Pada Rabu (08/02/2020), pemerintah menerbitkan obligasi global dalam mata uang dolar AS senilai US$ 2 miliar dan dalam mata uang euro senilai €1 miliar. Dengan emisi tersebut, aliran dana berdenominasi asing masuk ke sistem keuangan Indonesia, sehingga pasokan valas bertambah sehingga berujung pada penguatan rupiah.
Ditambah kesepakatan dagang AS-China, investor asing kian yakin mengejar obligasi Indonesia.

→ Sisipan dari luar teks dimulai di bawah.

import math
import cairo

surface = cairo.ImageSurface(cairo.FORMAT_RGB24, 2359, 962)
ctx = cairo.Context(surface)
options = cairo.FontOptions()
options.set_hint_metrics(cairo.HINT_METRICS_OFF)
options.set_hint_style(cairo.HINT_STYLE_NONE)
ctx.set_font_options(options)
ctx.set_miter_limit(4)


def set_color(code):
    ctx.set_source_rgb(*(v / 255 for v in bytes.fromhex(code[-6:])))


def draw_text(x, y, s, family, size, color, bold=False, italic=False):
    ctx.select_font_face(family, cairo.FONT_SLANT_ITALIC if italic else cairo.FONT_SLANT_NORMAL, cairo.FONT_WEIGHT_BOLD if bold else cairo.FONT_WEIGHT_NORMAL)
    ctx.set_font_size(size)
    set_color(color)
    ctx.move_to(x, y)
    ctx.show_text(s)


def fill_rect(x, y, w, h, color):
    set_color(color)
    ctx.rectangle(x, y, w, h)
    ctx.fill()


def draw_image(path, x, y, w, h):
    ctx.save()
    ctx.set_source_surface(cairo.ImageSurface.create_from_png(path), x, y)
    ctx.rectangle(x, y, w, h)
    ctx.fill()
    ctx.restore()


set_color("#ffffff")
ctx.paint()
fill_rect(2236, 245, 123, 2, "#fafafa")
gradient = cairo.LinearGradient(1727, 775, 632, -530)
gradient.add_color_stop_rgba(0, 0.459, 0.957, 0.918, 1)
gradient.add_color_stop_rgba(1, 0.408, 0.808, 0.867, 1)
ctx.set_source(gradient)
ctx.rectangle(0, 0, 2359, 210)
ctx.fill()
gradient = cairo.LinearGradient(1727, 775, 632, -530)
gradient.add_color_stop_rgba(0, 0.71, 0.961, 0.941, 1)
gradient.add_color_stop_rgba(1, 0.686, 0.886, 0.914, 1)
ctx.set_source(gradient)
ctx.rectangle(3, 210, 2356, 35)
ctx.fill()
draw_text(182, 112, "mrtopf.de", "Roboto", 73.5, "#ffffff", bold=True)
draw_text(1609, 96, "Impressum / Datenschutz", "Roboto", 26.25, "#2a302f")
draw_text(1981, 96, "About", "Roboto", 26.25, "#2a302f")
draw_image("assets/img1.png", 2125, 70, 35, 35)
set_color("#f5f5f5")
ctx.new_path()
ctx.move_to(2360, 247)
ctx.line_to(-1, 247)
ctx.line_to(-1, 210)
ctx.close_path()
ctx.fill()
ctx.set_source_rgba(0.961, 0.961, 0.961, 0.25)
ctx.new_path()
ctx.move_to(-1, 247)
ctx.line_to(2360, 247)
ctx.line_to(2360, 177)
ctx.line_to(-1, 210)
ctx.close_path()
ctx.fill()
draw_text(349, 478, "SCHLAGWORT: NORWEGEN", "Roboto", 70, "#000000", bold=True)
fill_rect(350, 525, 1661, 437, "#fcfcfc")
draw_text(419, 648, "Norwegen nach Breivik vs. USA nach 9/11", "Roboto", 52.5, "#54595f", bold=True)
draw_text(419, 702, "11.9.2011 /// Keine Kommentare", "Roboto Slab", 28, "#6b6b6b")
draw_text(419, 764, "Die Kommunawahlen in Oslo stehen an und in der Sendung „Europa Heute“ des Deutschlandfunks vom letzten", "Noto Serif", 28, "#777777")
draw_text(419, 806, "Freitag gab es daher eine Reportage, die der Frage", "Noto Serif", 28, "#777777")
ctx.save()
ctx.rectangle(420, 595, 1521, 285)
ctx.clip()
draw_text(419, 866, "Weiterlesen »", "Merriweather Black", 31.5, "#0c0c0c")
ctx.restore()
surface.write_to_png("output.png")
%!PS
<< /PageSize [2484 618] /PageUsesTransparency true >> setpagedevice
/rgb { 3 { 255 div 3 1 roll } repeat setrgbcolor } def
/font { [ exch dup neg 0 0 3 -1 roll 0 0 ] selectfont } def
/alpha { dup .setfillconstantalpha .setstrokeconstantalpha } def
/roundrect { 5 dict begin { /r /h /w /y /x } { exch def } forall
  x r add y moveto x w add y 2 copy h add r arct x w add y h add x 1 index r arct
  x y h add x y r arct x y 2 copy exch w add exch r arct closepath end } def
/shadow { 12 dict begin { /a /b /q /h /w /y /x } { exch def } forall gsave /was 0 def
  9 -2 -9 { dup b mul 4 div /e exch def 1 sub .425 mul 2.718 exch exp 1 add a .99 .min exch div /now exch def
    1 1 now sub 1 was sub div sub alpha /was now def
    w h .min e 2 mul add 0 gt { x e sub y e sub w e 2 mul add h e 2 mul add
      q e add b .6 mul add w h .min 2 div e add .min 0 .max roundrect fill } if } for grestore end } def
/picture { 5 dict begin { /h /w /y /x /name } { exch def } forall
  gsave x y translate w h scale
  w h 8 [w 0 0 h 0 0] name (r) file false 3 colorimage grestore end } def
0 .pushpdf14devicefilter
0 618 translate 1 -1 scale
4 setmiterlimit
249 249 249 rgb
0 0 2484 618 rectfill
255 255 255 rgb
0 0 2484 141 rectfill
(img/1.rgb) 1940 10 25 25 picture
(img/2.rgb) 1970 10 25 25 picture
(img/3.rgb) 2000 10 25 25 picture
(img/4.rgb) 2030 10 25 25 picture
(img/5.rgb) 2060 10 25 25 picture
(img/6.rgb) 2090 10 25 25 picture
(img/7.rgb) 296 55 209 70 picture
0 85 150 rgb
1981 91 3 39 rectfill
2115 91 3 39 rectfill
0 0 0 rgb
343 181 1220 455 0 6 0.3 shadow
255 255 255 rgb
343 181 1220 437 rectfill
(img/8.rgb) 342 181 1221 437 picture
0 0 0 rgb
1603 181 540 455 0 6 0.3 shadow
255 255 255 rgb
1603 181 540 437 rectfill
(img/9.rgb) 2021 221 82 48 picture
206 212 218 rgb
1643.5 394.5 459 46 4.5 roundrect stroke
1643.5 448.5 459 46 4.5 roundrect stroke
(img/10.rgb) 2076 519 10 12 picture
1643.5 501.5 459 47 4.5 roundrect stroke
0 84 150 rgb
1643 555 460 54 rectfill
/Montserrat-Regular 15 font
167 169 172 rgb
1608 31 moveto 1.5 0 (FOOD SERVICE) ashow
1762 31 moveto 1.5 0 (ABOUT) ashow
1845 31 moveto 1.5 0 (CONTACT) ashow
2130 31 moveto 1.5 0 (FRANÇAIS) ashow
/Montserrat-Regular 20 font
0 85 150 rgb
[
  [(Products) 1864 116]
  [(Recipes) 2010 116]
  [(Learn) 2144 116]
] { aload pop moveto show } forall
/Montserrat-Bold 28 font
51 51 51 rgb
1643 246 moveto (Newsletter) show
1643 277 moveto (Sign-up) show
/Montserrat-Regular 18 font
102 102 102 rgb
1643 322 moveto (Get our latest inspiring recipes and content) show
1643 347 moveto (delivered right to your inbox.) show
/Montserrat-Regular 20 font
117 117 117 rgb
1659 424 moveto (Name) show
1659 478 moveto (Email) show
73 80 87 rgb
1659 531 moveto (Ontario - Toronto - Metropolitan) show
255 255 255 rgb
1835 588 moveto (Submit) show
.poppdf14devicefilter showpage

Masuknya aliran dana ke pasar modal Indonesia terlihat di pasar saham maupun obligasi. Nilai inflow ke bursa saham sepekan ini setara dengan US$ 55,8 juta, sedangkan inflow sepanjang tahun berjalan senilai US$ 342,4 juta.
Di antara bursa utama Asia, inflow sepekan ke Indonesia ini merupakan yang terbesar ketiga, setelah Taiwan (US$ 102,5 juta) dan Korea Selatan (US$ 390,2 juta). Sebaliknya, Thailand mencatatkan outflow yang terburuk di kawasan, dengan nilai US$ 225,6 juta.
Di pasar obligasi, indikasi inflow terlihat dari pelemahan imbal hasil (yield) Surat Berharga Negara (SBN) tenor 10 tahun yang dibarengi kenaikan kepemilikan asing di SBN menjadi Rp 1.084 triliun pada Jumar kemarin. Yield acuan pasar tersebut melemah 0,044 poin persen menjadi 6,825%. Pelemahan yield mengindikasikan kenaikan harga akibat aksi beli.
Yield sempat berbalik menguat pada Rabu, saat investor sempat khawatir bahwa detil kesepakatan dagang akan jauh dari ekspektasi pasar. Penandatanganan kesepakatan dagang AS-China berlangsung di Washington pada Rabu pagi waktu setempat atau Rabu malam waktu Indonesia.
Namun setelah naskah kesepakatan dagang itu diteken dan kesepakatannya diketahui oleh pasar, investor global pun kembali optimistis dengan prospek ekonomi dunia dan bergairah untuk masuk ke aset-aset berimbal hasil tinggi seperti obligasi di Indonesia. Yield pun kembali melemah karena investor masuk pada Kamis (16/02/2020).
Secara bersamaan pada Kamis, aliran valas bertambah dengan penerbitan junior global bond PT Bank Tabungan Negara (Persero) Tbk (Bank BTN) senilai US$ 300 juta atau setara Rp 4 triliun. Investor memburu obligasi ini sehingga mencatatkan kelebihan permintaan hingga US$ 3,6 miliar (Rp 50 triliun), atau oversubscribed hingga 12,3 kali.
Di tengah kondisi demikian, Bank Indonesia (BI) merilis data cadangan devisa Desember 2019 yang naik menjadi US$ 129,18 miliar, dibandingkan bulan sebelumnya US$ 126,63 miliar. Bagi investor asing, cadangan tertinggi sejak Januari 2018 itu memberikan keyakinan bahwa BI memiliki kapasitas yang lebih besar untuk menstabilkan kurs.
Meski sepanjang 2019 ekonomi China tumbuh 6,1%--pertumbuhan paling lambat dalam nyaris tiga dekade terakhir akibat perang dagang, produksi industri Negeri Panda dilaporkan tumbuh 6,9% secara year-on-year (YoY) pada Desember, lebih tinggi dari bulan sebelumnya 6,2%.
Ini memberikan dorongan tambahan bagi investor mengoleksi aset investasi berbasis rupiah karena ekspektasi perekonomian Indonesia akan tetap terjaga, mengingat China merupakan mitra dagang terbesar untuk Indonesia.